- Theatrical release poster
- Directed by: Santi Zegarra
- Written by: Santi Zegarra
- Produced by: Andrés Malatesta
- Starring: Melissa Campos Javiera Arnillas La Uchulú
- Cinematography: Julián Amaru Estrada
- Edited by: Roberto Benavides
- Music by: Karin Zielinski
- Production company: Sunkku Producciones
- Distributed by: CECIG Entertainment & Consulting
- Release dates: September 1, 2025 (OutfestPerú); July 9, 2026 (Peru);
- Running time: 105 minutes
- Countries: Peru France
- Languages: Spanish French

= Pucallpa la Europea =

Pucallpa la Europea (lit. 'Pucallpa the European') is a 2025 romantic drama film written and directed by Santi Zegarra. It follows a trans woman deported from Paris to Lima who faces violence while becoming entangled in a love triangle with a French engineer and his Argentine wife. A co-production between Peru and France, the film stars Melissa Campos, Javiera Arnillas and La Uchulú, accompanied by Maxime Saint-Jean and Gabriela Pastor.

== Synopsis ==
Elsa is a trans woman who, after being deported from France to her native Peru, attempts to rebuild her life following an experience marked by violence and exclusion.
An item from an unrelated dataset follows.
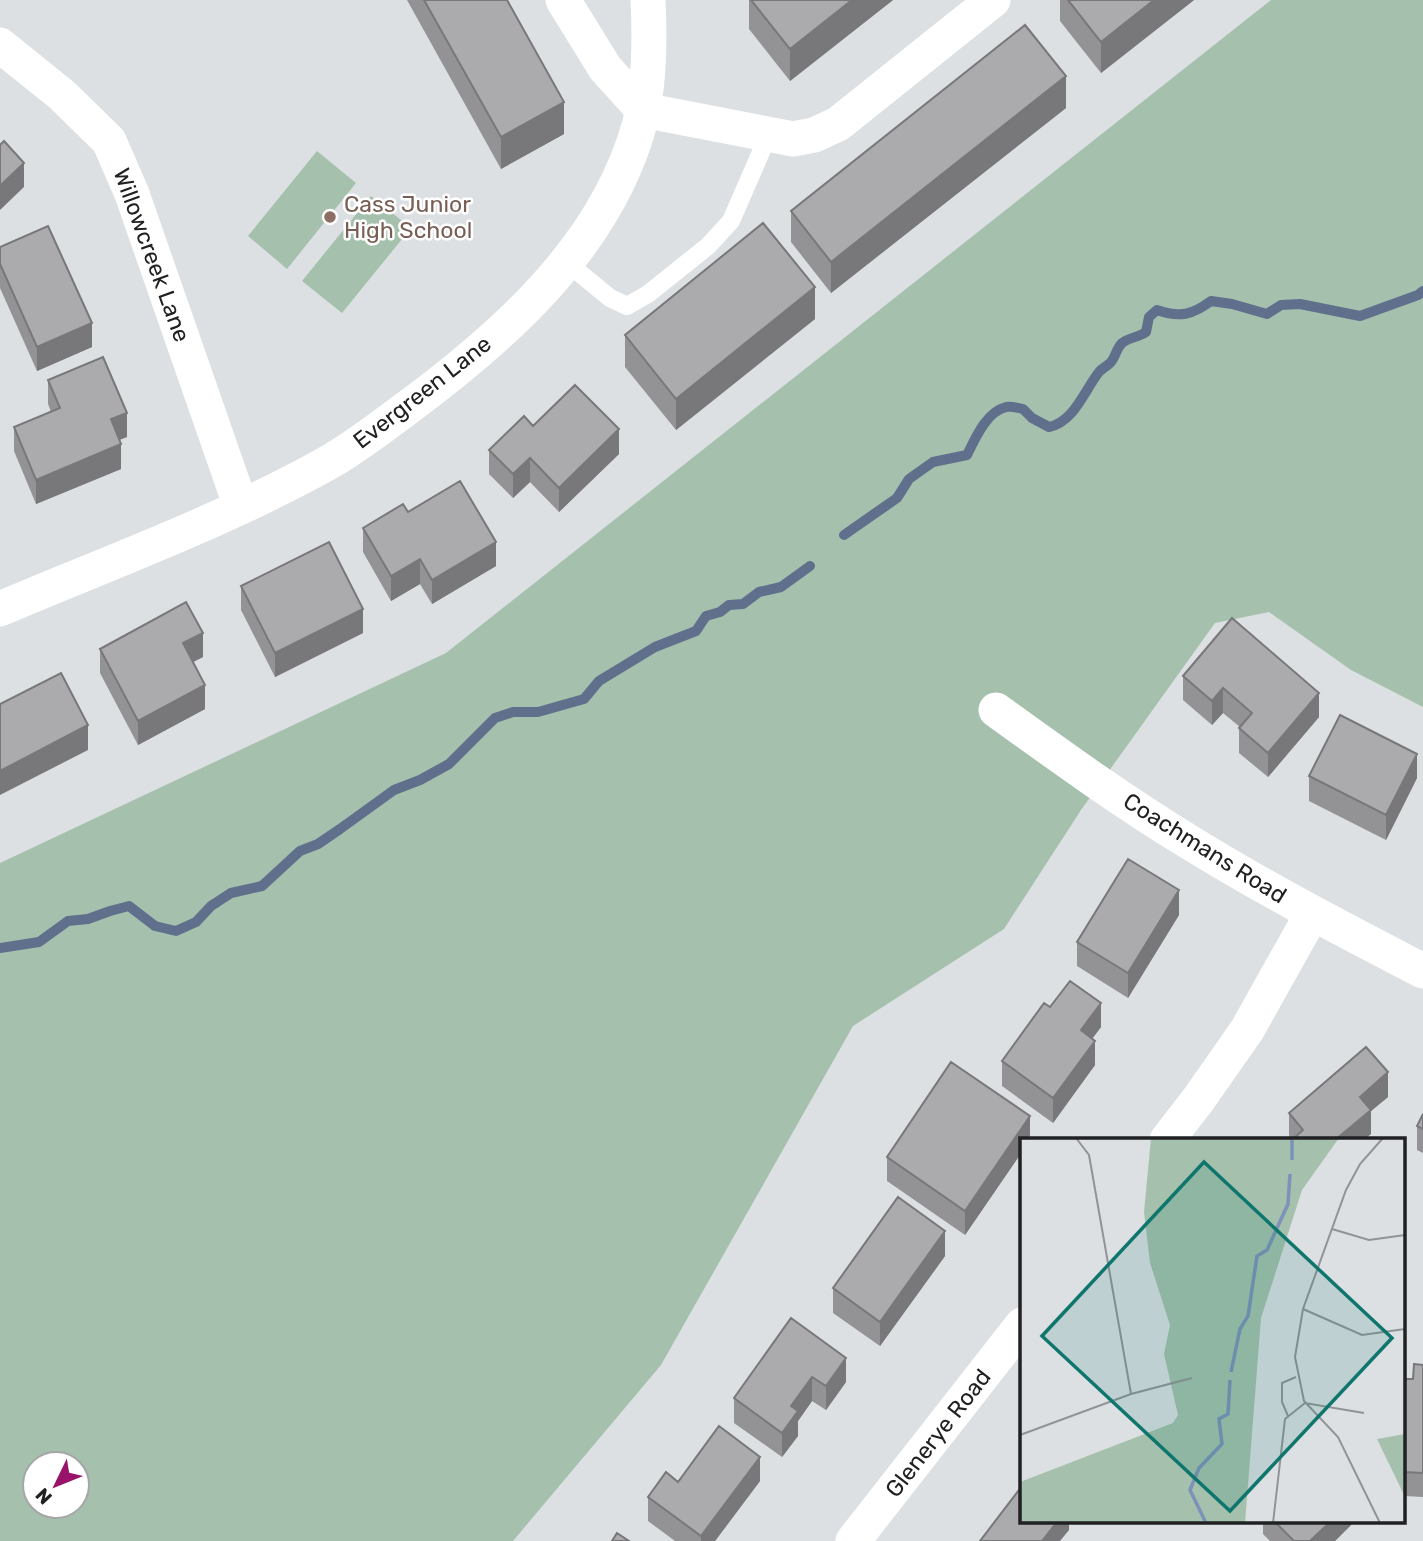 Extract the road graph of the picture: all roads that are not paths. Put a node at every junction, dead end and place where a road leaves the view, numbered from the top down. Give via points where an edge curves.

In the process, she becomes entangled in a complex love triangle with French engineer Aymeric and his wife, Yena, while grappling with the consequences of her past and the conflicts arising from these relationships.

== Cast ==
The actors participating in this film are:

- Melissa Campos as Elsa
- Maxime Saint-Jean as Aymeric
- Gabriela Pastor as Yena
- Javiera Arnillas as Naomi
- La Uchulú
- Lesly Quispe as Betsy
- Ángela Villón as Madre Superiora
- Rebeca Ráez as Judith

== Release ==
The film premiered worldwide on September 1, 2025, at the 22nd OutfestPerú Film Festival as the opening film, then was screened on May 16, 2026, at the 28th Cine Las Américas International Film Festival, and on June 21 at the 12th DIGO – Festival Internacional de Cinema da Diversidade Sexual e de Gênero de Goiás.

The film was released commercially on July 9, 2026, in Peruvian theaters.